Cory Aquino would not have approved of all the fuss we make every time August comes around. As she has said often enough in gratitude to the crowd that faithfully attended the anniversary of Ninoy Aquino’s Aug. 21 assassination, you have done more than your share, you no longer have to come when my turn comes.
This year the month drew even more attention beginning with an event she perhaps would never have dreamt of staging herself—an art exhibit of over 120 paintings and art works on wooden plates, fans, and tote bags, all bearing the artist Cory Aquino’s signature. “A Gift of Self,” mounted by her longtime friend and spokesperson Deedee M. Siytangco, brought together for public viewing for the first time these art pieces that Cory Aquino gave to family and friends as presents. It was amazing to see the number of pieces she had done, but it was even more impressive to hear that there are many more that either did not make the deadline or whose owners were not willing to part with even for just a few days.
But even before the month began was the ideal timing by the Edsa People Power Commission of the launch of a picture book, “EDSA,” by Russell Molina and Sergio Bumatay III. It is significant as a prelude to August because it is an appealing counting book using the images and symbols of the peaceful revolt in 1986. It is a beginning history lesson which will help parents and teachers explain to the young what the uprising was all about and how Cory Aquino became president. How often have we lamented that textbooks are not updated or accurate enough to include recent history and modern heroes like Ninoy and Cory Aquino? That there is this welcome edition from Adarna House Inc. is reason enough to celebrate its release. But reflecting my openly biased interests, what a triumph for the local book industry to have the book cover bannered in this paper, with an accompanying front-page story.
And how can this year’s Aug. 21 commemoration be scaled down when it is the 30th year of Ninoy Aquino’s slaying? How can we forget the day that changed our lives and accelerated our struggle to be rid of the dictatorship? On the evening of Aug. 21, “Pamana,” a docu-musical on Ninoy and Cory, opens at the Meralco Theater. It seeks to answer the question: What was the impact of these icons of democracy on the lives of ordinary Filipinos?
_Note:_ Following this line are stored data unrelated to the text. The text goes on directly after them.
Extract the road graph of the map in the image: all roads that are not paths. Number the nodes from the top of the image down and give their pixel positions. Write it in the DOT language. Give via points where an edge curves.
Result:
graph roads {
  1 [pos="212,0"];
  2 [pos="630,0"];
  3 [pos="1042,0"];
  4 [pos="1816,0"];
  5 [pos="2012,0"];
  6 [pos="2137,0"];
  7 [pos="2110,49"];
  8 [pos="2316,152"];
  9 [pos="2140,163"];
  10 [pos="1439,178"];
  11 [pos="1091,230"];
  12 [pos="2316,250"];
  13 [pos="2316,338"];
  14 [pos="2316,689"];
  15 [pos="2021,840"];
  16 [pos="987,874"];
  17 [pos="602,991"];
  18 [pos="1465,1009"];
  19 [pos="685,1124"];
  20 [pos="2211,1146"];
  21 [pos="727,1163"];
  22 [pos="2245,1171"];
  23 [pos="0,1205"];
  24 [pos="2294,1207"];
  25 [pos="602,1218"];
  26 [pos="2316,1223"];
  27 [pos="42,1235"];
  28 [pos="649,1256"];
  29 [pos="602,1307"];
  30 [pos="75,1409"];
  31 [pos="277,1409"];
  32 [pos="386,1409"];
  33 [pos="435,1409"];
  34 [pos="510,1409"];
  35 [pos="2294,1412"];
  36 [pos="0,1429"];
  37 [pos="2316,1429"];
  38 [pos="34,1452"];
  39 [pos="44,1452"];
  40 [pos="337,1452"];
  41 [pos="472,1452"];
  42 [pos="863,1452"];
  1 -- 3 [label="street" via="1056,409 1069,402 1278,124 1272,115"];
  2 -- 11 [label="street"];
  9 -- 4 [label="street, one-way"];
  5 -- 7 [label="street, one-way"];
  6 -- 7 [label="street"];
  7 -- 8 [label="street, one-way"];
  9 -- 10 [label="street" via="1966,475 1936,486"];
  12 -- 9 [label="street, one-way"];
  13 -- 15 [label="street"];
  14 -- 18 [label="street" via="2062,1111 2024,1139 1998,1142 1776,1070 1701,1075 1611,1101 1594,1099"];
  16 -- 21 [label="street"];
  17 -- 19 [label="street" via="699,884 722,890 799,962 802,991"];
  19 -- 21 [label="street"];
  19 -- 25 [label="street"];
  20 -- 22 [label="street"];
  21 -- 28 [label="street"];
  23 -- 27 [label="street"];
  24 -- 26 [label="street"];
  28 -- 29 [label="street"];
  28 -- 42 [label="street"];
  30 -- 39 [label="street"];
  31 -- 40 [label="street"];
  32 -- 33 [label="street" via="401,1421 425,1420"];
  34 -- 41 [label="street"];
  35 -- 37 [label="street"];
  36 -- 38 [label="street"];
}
Written by Rody Vera, with music composed by Ryan Cayabyab and Manoling V. Francisco, SJ, it promises to entertain as much as to instruct—another much needed history lesson for today’s youth and for many others who may no longer remember. “Pamana” is a collaboration of The Ninoy and Cory Aquino Foundation Inc., Indie.go Media and Philippine Educational Theater Association Inc.
One cannot help but think of the pamana (legacy) of Ninoy and Cory when one encounters youth like French-Filipino Henry Motte-Muñoz, newly graduated from Harvard Graduate School of Business, and Happy Feraren, who is in the field of advertising. Both are in their mid-twenties and so imbued with love of country that they formed the two-year-old Bantay.ph, a nonprofit organization that is determined to fight corruption in the country by educating Filipinos, especially ordinary citizens, on their right to the efficient delivery of government services. The centerpiece of its advocacy is the Anti-Red Tape Act, monitoring and tracking reports on compliance and violation, including instances of graft and corruption.
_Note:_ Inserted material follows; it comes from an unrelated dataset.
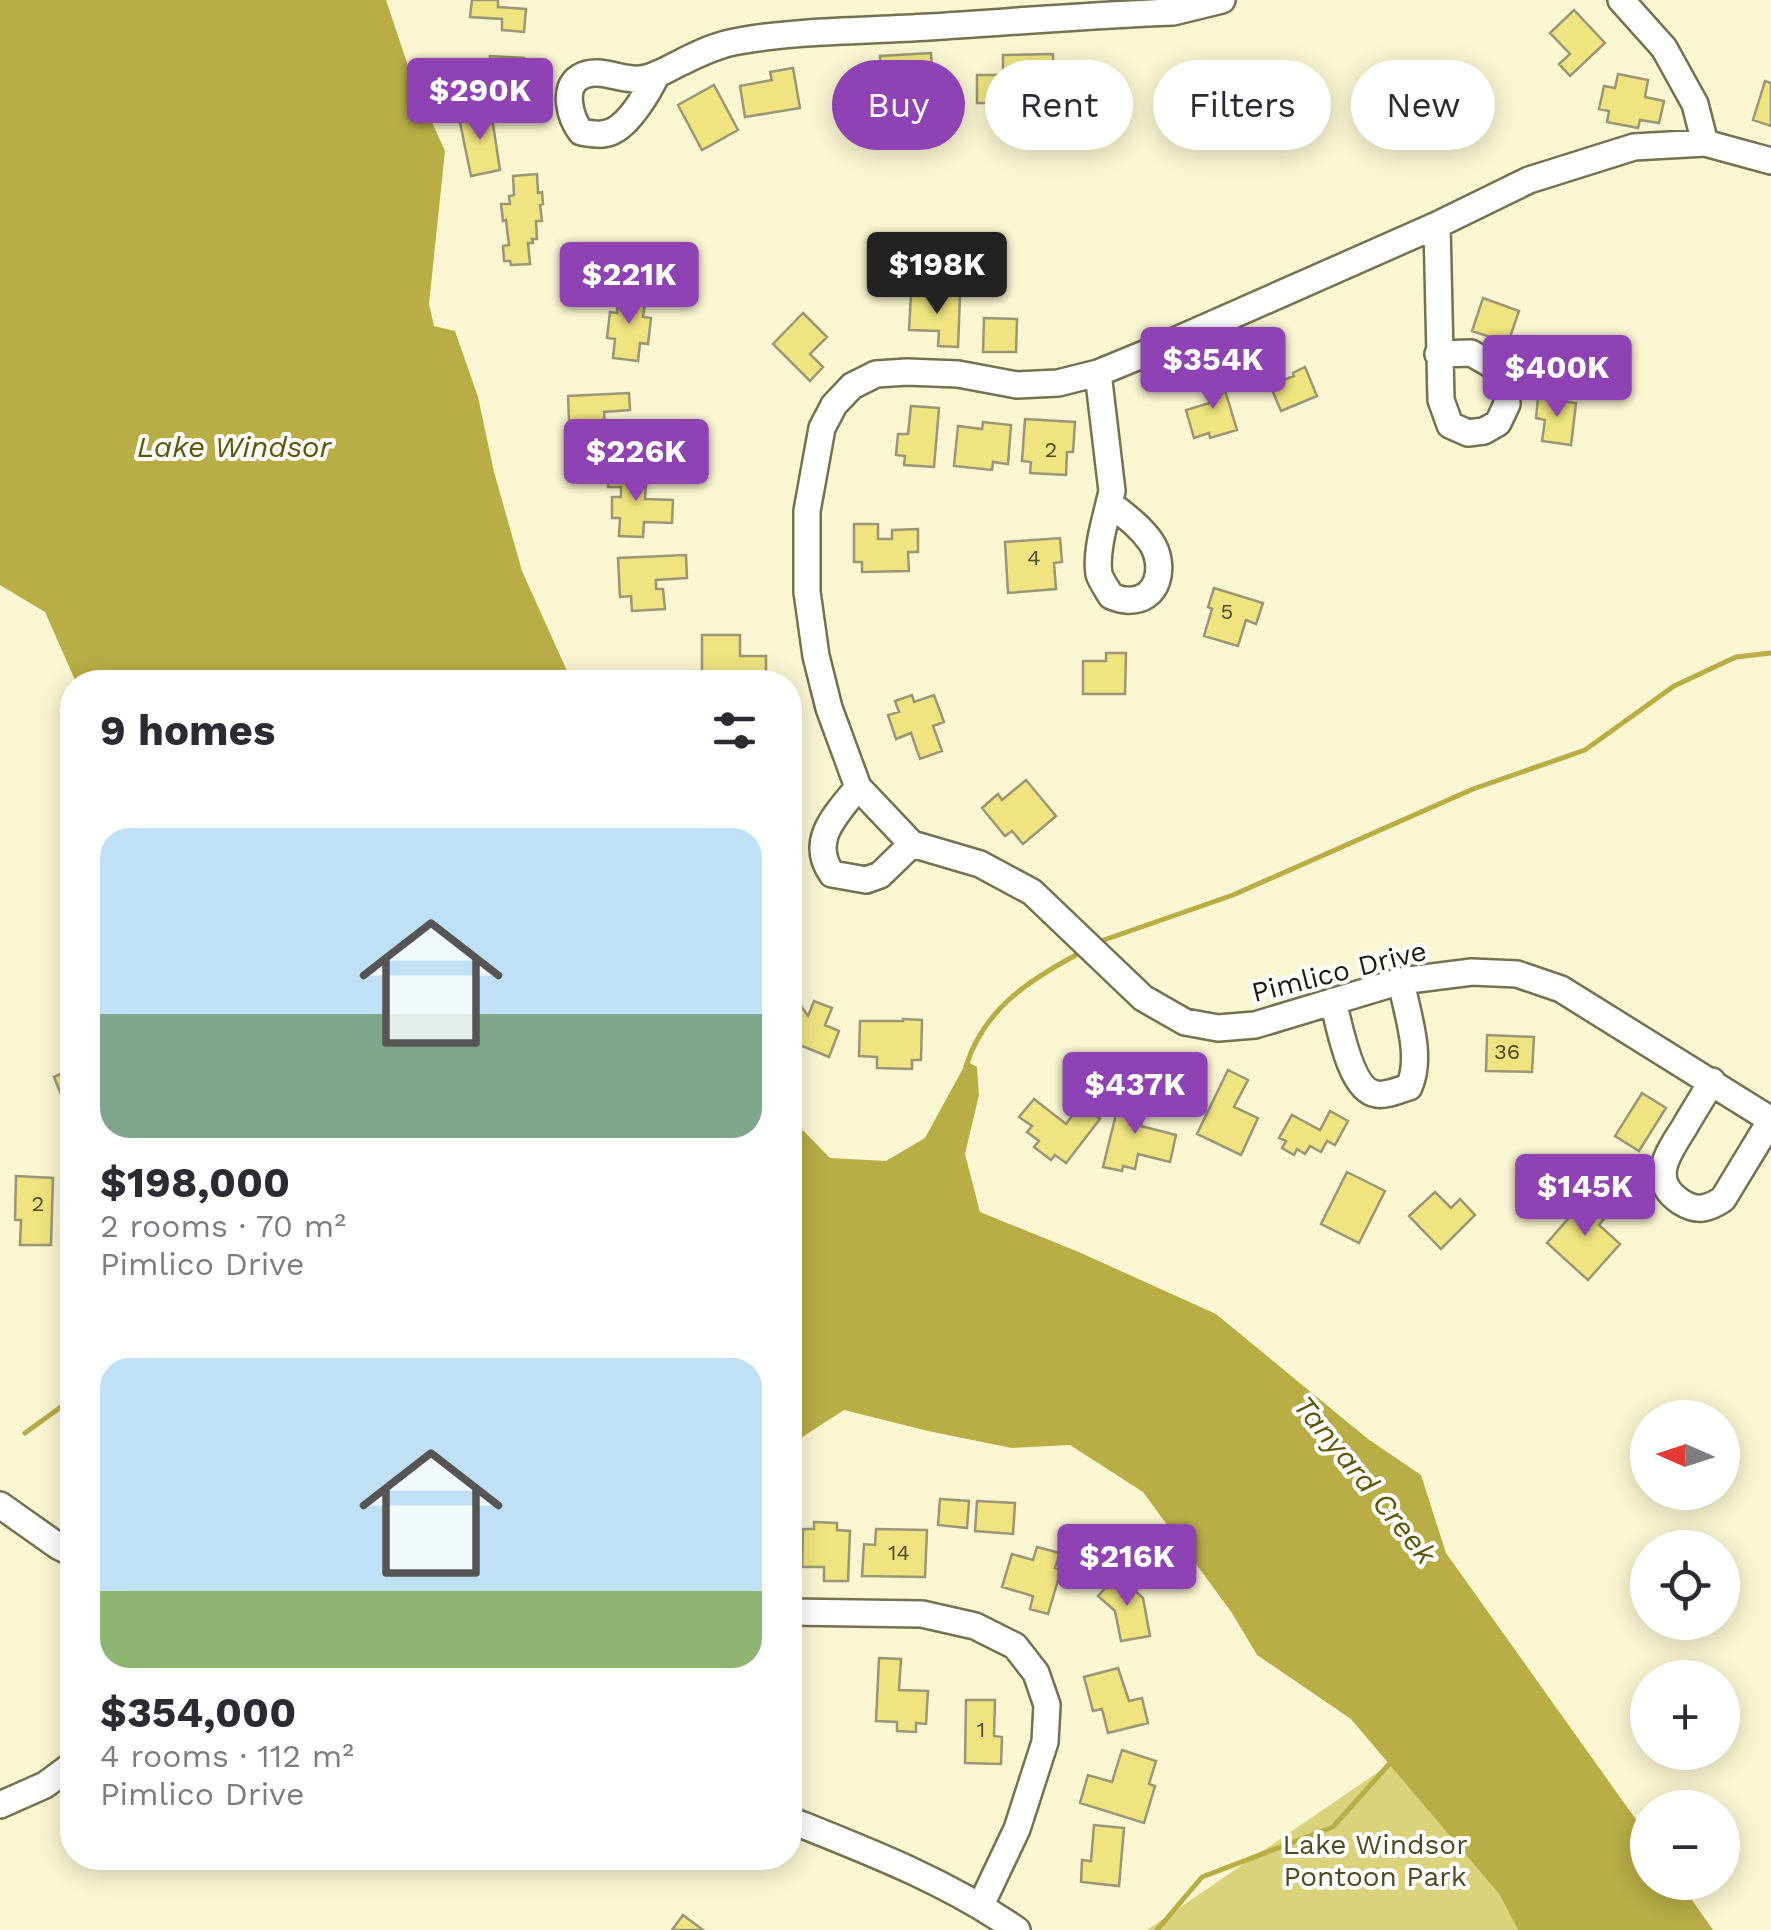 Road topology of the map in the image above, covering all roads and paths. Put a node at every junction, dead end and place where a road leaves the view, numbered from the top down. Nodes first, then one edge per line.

Childhood friends Motte-Muñoz and Feraren are no wide-eyed dreamers. They have done serious preparatory research and pencil-pushing to allow Bantay.ph to achieve legitimate status as to partner with the Civil Service Commission, the Makati Business Club, the University of the Philippines’ National College of Public Administration and Governance (UP-NCPAG), and schools from which its present roster of volunteers is drawn—Ateneo de Manila, De La Salle, and UP. Bantay.ph is supervised by the Coalition Against Corruption (CAC), a multisectoral alliance that is a program of the Makati Business Club.
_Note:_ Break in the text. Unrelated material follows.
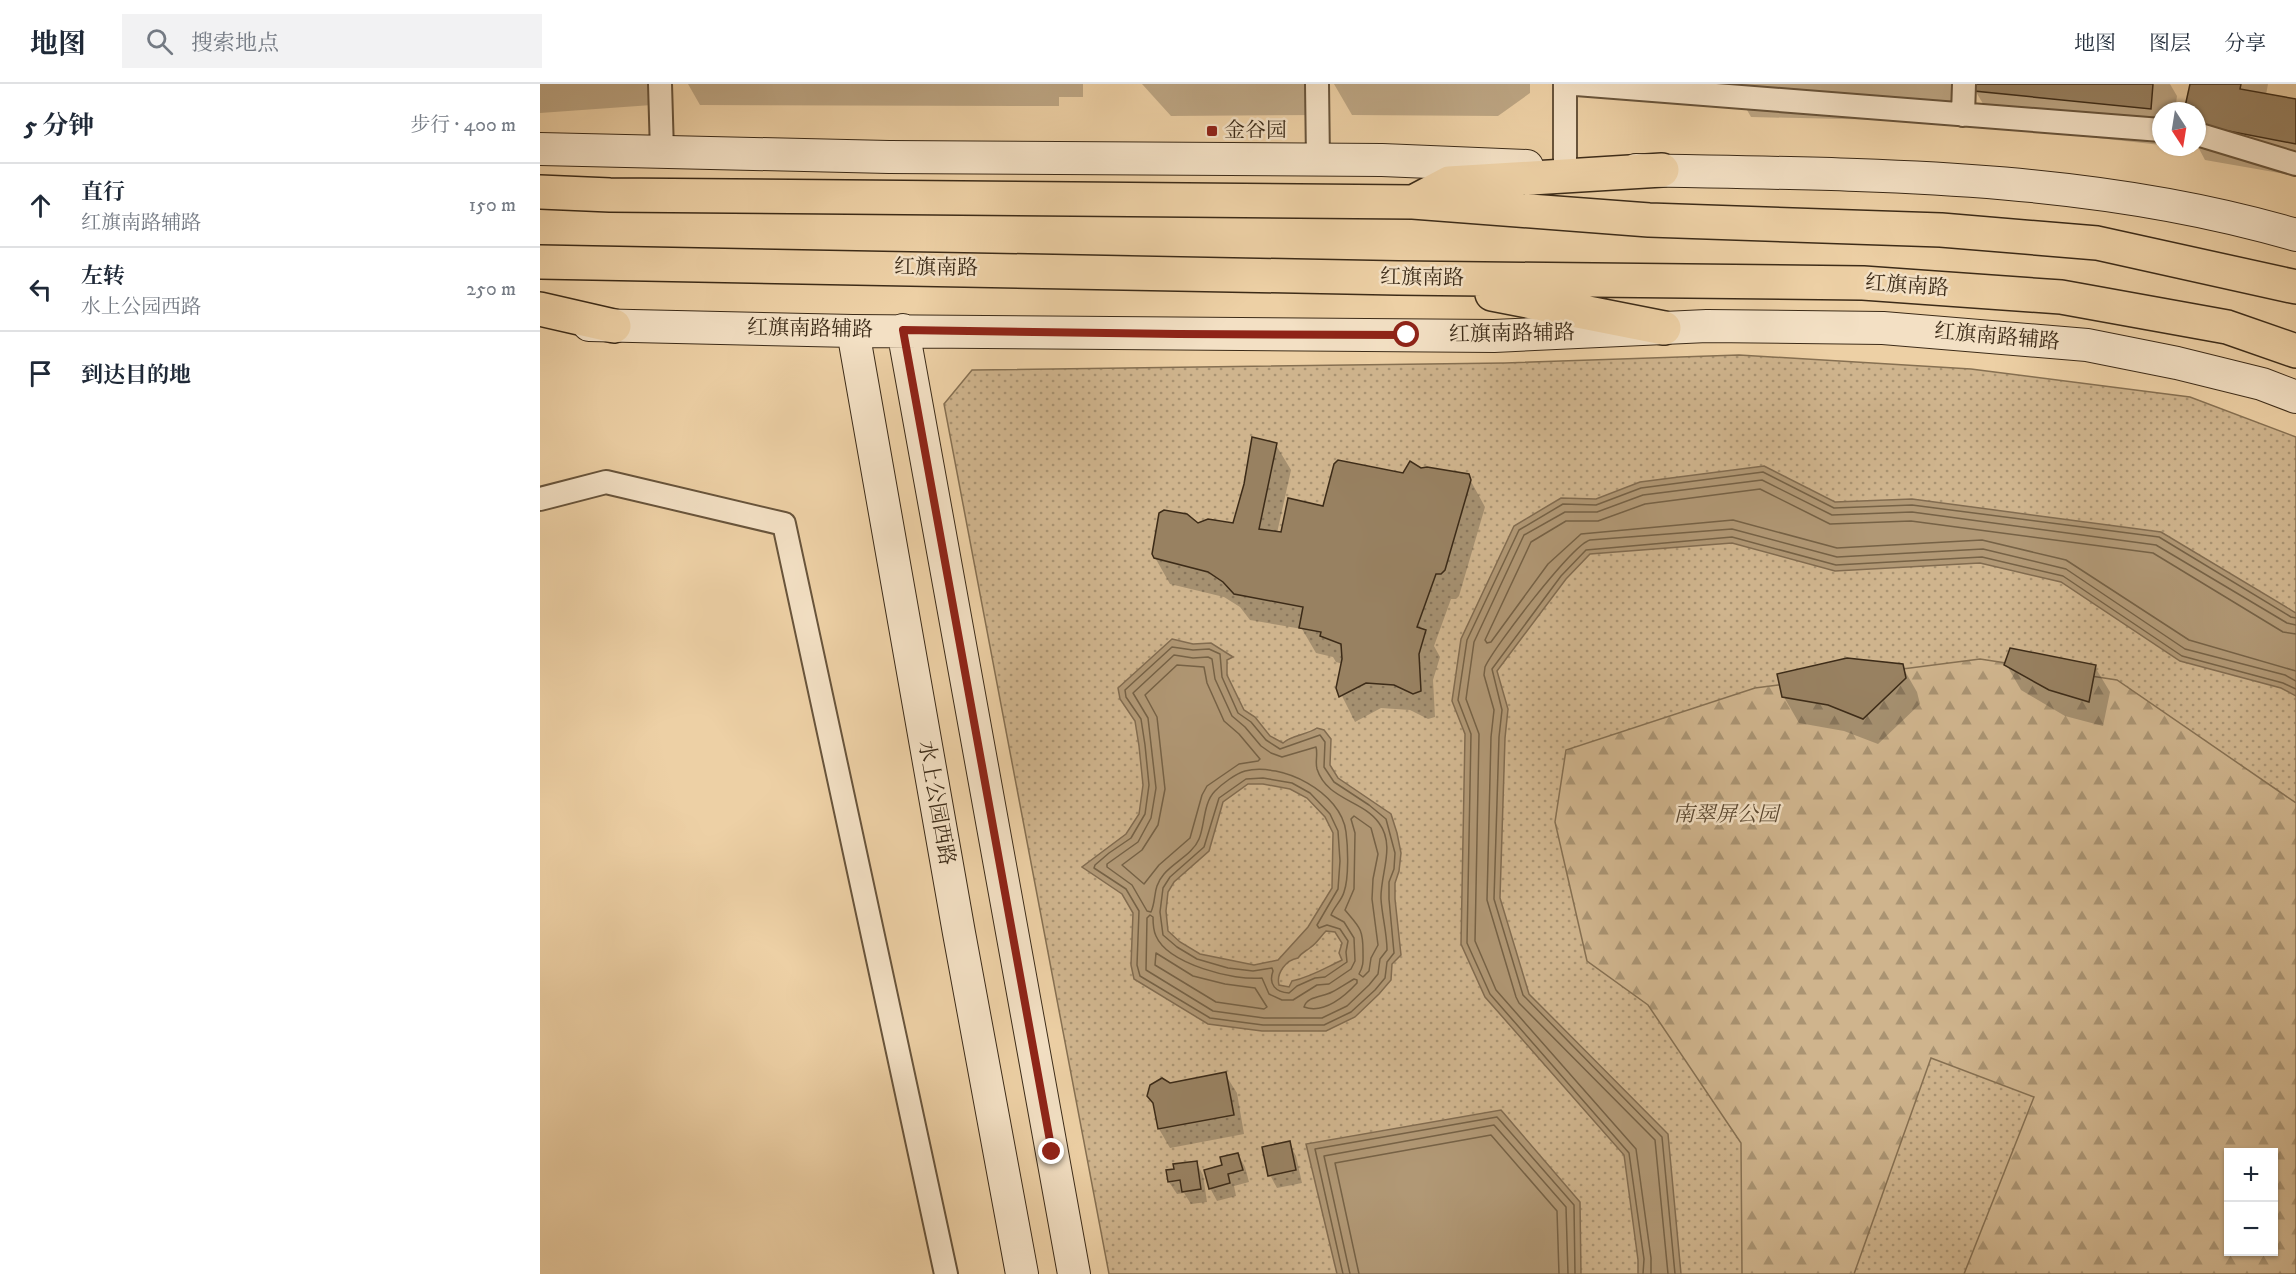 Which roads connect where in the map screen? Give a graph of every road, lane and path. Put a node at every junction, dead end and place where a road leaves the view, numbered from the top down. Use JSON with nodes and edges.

Its board of advisers include Dr. Edna Co, dean of UP-NCPAG; David Balangue, CAC chair; and Geert van der Linden, Partnership for Transparency Fund Philippines country director and former vice president of the Asian Development Bank.
Both Motte-Muñoz and Feraren have received discouraging comments ranging from “Why in heaven’s name have you embarked on this impossible journey?” to “How do you change a culture of corruption?” (with the subtext that corruption has been there long before they were born). Despite all that, they are undeterred in pursuing their goal to shift mindsets from “It’s always been that way” to “It does not have to be that way.”
They and their student monitors and volunteers give much hope to this country, truly proving that youth is not wasted on the young, and that indeed, “the Filipino is worth dying for.” (For more information, visit www.bantay.ph or e-mail firstname.lastname@example.org.)
Neni Sta. Romana Cruz (email@example.com) is chair of the National Book Development Board, a trustee of Teach for the Philippines and a member of the Eggie Apostol Foundation.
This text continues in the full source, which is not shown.